■ **WORK TO COMPLETE**:
From the first line to the last, return the data exactly as written.

*** Block opens ***

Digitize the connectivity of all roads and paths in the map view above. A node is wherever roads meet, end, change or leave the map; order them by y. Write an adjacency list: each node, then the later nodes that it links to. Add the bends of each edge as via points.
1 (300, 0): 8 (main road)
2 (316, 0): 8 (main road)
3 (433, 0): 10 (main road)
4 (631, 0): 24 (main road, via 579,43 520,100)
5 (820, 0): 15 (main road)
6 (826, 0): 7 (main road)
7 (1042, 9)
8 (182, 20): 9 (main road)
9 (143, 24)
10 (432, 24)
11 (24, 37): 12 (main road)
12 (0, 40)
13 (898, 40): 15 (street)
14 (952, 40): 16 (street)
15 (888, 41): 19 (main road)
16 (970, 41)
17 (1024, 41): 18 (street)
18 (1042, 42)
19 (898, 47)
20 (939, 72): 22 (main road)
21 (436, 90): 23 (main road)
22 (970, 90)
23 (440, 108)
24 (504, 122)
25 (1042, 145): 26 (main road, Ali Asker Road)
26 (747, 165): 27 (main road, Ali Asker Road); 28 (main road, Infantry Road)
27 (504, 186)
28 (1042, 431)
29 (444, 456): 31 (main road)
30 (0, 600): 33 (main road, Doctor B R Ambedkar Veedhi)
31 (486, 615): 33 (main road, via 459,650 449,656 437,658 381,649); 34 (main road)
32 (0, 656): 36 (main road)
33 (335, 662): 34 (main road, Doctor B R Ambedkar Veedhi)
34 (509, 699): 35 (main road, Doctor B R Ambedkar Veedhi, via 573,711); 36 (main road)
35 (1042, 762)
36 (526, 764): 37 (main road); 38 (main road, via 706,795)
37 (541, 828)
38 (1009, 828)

*** Block closes ***

■ **PROBLEM SOLUTION**:
Digitize the connectivity of all roads and paths in the map view above. A node is wherever roads meet, end, change or leave the map; order them by y. Write an adjacency list: each node, then the later nodes that it links to. Add the bends of each edge as via points.
1 (300, 0): 8 (main road)
2 (316, 0): 8 (main road)
3 (433, 0): 10 (main road)
4 (631, 0): 24 (main road, via 579,43 520,100)
5 (820, 0): 15 (main road)
6 (826, 0): 7 (main road)
7 (1042, 9)
8 (182, 20): 9 (main road)
9 (143, 24)
10 (432, 24)
11 (24, 37): 12 (main road)
12 (0, 40)
13 (898, 40): 15 (street)
14 (952, 40): 16 (street)
15 (888, 41): 19 (main road)
16 (970, 41)
17 (1024, 41): 18 (street)
18 (1042, 42)
19 (898, 47)
20 (939, 72): 22 (main road)
21 (436, 90): 23 (main road)
22 (970, 90)
23 (440, 108)
24 (504, 122)
25 (1042, 145): 26 (main road, Ali Asker Road)
26 (747, 165): 27 (main road, Ali Asker Road); 28 (main road, Infantry Road)
27 (504, 186)
28 (1042, 431)
29 (444, 456): 31 (main road)
30 (0, 600): 33 (main road, Doctor B R Ambedkar Veedhi)
31 (486, 615): 33 (main road, via 459,650 449,656 437,658 381,649); 34 (main road)
32 (0, 656): 36 (main road)
33 (335, 662): 34 (main road, Doctor B R Ambedkar Veedhi)
34 (509, 699): 35 (main road, Doctor B R Ambedkar Veedhi, via 573,711); 36 (main road)
35 (1042, 762)
36 (526, 764): 37 (main road); 38 (main road, via 706,795)
37 (541, 828)
38 (1009, 828)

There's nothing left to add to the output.